_What to produce_
The records appear below. Report how many of their lines contain the word "where", giving the number alone.

_Exercise input_
━━━━━━━━━━━━━━━━
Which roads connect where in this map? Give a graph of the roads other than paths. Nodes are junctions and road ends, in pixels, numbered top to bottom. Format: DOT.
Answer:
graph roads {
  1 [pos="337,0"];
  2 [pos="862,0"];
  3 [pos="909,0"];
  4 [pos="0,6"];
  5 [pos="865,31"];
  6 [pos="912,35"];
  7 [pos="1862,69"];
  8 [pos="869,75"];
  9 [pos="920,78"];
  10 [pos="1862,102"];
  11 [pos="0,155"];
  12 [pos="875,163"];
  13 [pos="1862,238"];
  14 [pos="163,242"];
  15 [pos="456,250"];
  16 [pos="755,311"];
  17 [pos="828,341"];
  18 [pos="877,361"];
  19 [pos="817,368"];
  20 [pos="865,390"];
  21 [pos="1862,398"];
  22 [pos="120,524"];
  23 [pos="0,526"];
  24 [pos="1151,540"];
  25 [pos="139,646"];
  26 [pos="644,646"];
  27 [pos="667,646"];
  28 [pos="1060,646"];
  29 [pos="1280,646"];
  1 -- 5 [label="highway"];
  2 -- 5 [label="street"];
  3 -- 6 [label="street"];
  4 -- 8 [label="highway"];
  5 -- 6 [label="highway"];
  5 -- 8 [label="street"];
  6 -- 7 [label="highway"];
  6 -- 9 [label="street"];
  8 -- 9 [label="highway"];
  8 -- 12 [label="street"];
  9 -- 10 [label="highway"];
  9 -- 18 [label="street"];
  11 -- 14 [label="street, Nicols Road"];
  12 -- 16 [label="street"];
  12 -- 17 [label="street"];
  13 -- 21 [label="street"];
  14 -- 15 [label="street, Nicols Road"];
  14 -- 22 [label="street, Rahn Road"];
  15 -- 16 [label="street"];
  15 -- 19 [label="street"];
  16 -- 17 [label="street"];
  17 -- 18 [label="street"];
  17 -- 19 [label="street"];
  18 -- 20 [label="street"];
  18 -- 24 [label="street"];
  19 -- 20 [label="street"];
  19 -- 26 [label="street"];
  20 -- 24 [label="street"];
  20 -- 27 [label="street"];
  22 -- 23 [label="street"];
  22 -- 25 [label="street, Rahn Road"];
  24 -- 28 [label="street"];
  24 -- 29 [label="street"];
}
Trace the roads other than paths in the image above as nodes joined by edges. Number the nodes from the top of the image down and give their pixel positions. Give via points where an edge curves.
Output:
━━━━━━━━━━━━━━━━
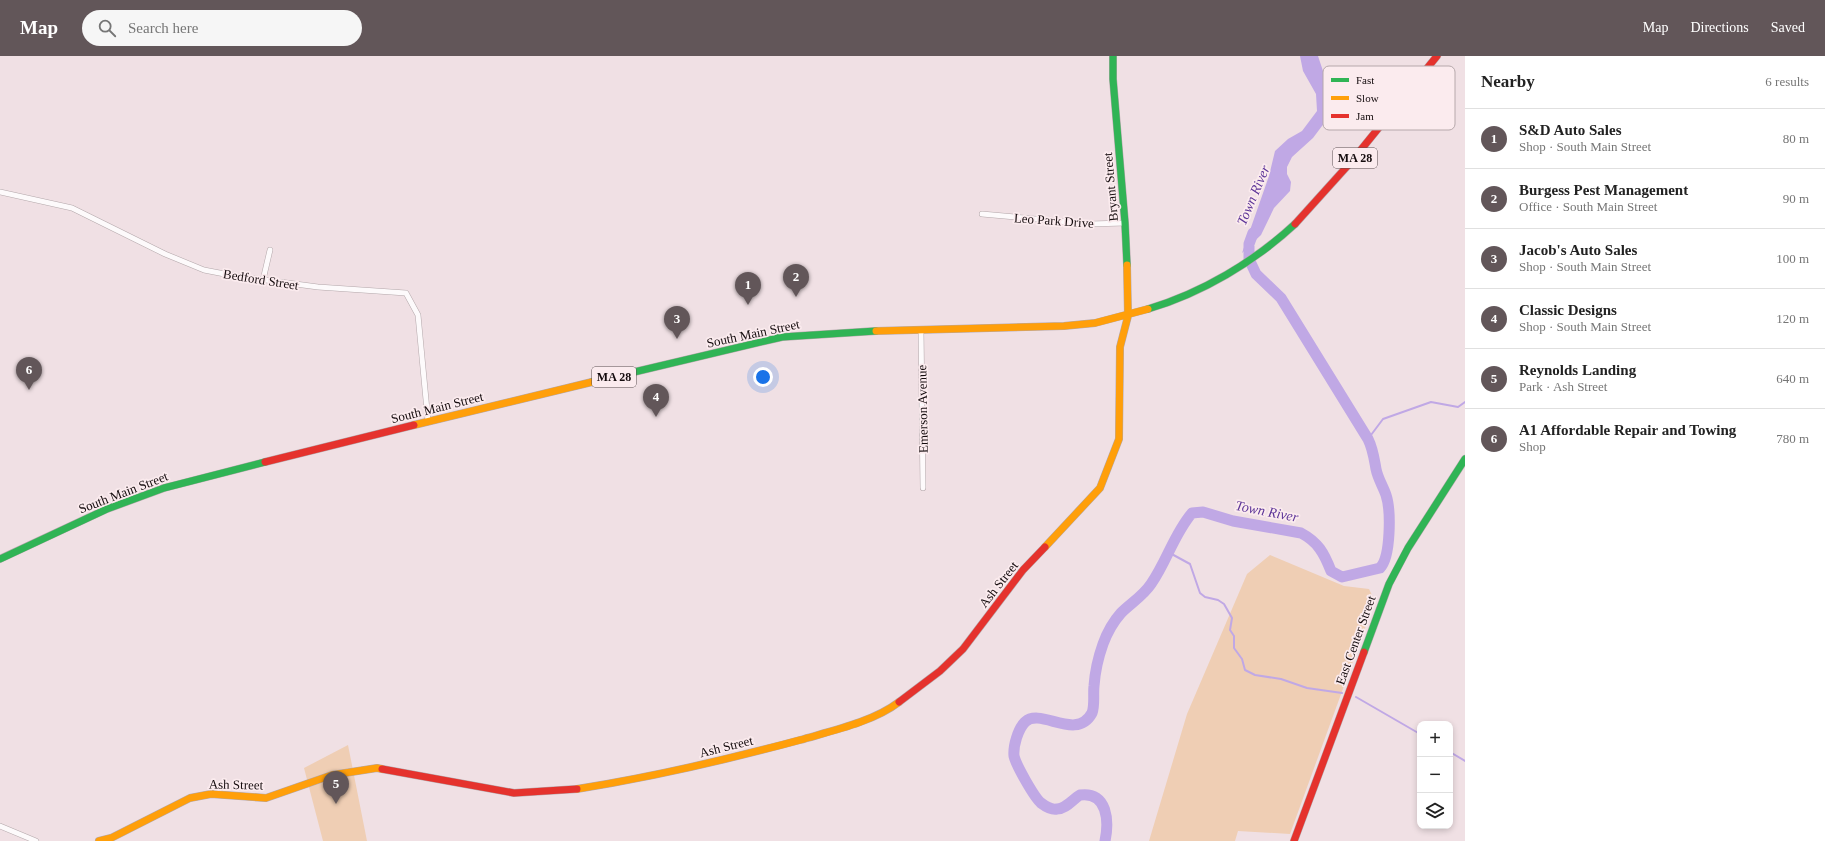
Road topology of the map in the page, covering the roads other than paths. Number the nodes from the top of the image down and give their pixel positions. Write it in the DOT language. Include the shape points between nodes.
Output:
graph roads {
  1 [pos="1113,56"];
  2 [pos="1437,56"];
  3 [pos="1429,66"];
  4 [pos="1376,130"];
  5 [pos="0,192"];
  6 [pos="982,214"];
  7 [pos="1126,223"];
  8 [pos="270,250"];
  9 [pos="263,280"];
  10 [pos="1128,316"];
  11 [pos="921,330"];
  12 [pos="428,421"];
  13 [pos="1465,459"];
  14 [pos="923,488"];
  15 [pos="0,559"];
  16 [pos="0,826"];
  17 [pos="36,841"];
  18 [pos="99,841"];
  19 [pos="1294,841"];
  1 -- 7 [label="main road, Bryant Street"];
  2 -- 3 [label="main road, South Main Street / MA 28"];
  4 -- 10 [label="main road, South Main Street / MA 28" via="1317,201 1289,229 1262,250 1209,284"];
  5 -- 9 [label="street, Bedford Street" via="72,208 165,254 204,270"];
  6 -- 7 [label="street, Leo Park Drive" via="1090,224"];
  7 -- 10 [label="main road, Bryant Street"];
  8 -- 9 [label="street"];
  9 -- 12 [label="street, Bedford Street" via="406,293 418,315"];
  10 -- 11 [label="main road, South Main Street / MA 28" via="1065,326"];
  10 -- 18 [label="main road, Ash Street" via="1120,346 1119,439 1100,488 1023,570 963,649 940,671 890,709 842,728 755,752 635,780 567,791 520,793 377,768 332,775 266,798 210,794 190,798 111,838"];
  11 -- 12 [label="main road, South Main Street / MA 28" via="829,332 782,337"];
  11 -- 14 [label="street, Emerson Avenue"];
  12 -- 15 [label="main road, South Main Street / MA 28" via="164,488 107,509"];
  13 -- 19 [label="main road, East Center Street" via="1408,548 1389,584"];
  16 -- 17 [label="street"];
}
━━━━━━━━━━━━━━━━
_Answer space_
2